U. admissions ignores social media posts for applicants
Kaplan Test Prep’s 2013 survey of college admissions officers shows that 29 percent of officers have Google searched applicants’ names and 31 percent have visited an applicant’s Facebook or other social networking page, according to their report.
This percentage is its highest since Kaplan started tracking the issue in 2008, when a reported 10 percent of officers checked applicant’s Facebook page, according to the report. For the 2013 survey, Kaplan polled 381 admissions officers from the nation’s top national, regional and liberal arts colleges and universities.
Amber Hopkins-Jenkins, public relations specialist for Rutgers, said in an email correspondence that Rutgers does not take applicants’ social media presence into consideration.
“Rutgers University does not research applicants’ social media presence,” she said. “Our admissions counselors focus their review on applicants’ academic credentials, extracurricular activities, community service, employment, military experience and other achievements.”
According to the Rutgers Undergraduate Admissions’ website, the University also considers other qualitative factors such as an applicant’s personal essay, honors and awards, employment, family obligations, special talents and socioeconomic status.
The University primarily focuses on an applicant’s high school performance, cumulative rank, weighted grade-point average, grade trends, completion of required entrance subjects, strength of academic program and SAT and/or ACT scores, according to the website. An English Proficiency Examination is weighed when applicable, and Mason Gross School of the Arts considers a formal talent assessment.

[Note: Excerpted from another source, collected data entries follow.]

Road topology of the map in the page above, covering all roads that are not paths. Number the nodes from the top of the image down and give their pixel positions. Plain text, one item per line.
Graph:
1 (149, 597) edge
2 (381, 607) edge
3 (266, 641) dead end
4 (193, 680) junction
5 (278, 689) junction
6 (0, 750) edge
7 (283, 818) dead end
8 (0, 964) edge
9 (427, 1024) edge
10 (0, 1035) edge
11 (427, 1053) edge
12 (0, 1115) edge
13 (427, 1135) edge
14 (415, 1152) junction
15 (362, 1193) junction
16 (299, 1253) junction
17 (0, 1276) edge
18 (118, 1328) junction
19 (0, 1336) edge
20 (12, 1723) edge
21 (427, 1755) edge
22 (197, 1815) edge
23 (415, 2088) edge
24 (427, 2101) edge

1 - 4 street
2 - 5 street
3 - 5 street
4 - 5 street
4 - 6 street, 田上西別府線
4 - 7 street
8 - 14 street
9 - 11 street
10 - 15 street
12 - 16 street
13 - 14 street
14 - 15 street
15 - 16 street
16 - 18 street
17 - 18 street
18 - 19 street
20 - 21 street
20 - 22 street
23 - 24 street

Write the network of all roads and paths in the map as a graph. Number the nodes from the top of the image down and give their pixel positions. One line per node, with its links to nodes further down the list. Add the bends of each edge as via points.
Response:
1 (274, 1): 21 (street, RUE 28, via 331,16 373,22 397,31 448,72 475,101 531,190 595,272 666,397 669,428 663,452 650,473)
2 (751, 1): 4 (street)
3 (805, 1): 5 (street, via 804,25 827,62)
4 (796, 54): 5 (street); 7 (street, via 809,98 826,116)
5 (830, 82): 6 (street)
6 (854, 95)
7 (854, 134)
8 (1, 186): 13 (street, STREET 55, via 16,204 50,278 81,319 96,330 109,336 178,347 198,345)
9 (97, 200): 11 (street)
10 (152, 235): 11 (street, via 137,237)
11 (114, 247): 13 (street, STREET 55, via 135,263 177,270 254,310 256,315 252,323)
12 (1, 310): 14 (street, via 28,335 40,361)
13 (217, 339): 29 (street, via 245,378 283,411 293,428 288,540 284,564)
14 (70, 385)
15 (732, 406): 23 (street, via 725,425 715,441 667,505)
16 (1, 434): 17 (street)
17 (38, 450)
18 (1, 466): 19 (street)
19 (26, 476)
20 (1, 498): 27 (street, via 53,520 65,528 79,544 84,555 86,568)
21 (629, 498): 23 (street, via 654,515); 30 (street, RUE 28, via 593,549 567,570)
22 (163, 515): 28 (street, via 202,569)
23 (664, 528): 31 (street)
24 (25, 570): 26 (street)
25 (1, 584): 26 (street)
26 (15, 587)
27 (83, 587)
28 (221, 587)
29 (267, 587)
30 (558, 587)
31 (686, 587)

As information sharing increases in popularity, technology has broken down privacy barriers, according to an email statement from Christine Brown, Kaplan Test Prep’s executive director of K-12 and college prep programs, sent by Russell Schaffer, their senior communications manager. Often, an applicant’s online presence reveals a raw version of their character.
“Students need to recognize that anything and everything they post online can be fair game — fairly or unfairly,” Brown said. “What admissions officers find out about applicants can also conceivably help their chances of getting in too. For instance, if they discover that this particular student is a talented musician or artist.”

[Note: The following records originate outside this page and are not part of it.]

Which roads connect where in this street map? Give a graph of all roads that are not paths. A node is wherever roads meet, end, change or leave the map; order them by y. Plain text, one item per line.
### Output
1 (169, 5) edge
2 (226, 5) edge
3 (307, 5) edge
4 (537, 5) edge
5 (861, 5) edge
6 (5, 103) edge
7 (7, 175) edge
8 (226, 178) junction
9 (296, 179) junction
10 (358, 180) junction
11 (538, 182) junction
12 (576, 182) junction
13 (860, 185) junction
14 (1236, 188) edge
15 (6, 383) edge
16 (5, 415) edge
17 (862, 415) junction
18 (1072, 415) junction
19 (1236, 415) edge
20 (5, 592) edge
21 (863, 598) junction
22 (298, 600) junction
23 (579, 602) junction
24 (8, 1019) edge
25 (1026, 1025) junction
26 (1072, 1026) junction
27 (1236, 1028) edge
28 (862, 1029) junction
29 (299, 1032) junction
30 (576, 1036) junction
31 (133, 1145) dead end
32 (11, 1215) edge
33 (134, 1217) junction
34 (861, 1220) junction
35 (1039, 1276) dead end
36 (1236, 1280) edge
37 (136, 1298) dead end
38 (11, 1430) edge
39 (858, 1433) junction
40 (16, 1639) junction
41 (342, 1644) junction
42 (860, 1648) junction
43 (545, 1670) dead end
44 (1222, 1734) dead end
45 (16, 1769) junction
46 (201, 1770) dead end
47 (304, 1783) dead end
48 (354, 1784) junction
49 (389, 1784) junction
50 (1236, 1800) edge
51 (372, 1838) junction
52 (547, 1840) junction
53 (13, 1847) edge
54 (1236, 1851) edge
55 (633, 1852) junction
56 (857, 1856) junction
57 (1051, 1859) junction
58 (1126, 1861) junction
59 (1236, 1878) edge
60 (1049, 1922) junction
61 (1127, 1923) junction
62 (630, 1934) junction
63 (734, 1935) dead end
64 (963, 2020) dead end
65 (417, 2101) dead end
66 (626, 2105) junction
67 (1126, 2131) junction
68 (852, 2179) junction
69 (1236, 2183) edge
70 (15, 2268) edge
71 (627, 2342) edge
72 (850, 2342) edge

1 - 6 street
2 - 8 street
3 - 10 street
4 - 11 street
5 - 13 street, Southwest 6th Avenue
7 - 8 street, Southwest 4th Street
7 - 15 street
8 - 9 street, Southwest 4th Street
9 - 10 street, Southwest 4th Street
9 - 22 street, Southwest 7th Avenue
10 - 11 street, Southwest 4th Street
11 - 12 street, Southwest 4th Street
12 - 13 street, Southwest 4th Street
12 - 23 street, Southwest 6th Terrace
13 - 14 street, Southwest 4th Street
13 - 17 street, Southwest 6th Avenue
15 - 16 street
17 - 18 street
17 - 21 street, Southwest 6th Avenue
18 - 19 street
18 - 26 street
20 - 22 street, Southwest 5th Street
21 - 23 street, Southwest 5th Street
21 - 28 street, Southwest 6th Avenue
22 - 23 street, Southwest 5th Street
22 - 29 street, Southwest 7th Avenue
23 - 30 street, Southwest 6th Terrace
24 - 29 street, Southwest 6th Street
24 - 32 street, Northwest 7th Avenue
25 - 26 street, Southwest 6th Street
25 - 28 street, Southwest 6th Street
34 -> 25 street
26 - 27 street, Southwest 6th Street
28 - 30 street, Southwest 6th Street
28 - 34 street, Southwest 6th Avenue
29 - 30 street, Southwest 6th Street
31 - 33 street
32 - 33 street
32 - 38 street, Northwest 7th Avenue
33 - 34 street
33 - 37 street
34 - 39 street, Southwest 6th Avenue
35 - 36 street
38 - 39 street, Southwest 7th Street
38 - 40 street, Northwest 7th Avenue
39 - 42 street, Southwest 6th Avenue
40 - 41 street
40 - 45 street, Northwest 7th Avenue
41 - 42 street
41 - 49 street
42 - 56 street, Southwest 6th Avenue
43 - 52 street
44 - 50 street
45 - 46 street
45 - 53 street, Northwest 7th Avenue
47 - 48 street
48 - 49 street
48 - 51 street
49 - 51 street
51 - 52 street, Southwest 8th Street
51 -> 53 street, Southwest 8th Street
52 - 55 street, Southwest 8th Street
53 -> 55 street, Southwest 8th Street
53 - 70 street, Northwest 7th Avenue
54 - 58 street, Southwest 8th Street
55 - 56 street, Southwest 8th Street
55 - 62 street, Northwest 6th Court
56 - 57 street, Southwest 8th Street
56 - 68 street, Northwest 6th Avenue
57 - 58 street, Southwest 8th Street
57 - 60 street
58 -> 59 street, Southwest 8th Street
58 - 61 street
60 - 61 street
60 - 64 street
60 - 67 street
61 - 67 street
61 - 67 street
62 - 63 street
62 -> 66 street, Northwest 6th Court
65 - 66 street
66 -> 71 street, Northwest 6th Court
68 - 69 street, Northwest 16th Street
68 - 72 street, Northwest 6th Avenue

Nj.com reported on the results of this study in an Oct. 31 article and found that most New Jersey colleges were reluctant to discuss this topic. David Muha, a spokesperson from The College of New Jersey, said the school does not check online profiles.
Representatives from Seton Hall University and Montclair State University said admissions officers do not check online profiles regularly, according to the article.
“Quite honestly, we’re very busy. … If something ever came to our attention, it might give us pause. It would have to be something very, very severe,” said Alyssa McCloud, vice president for enrollment management at Seton Hall.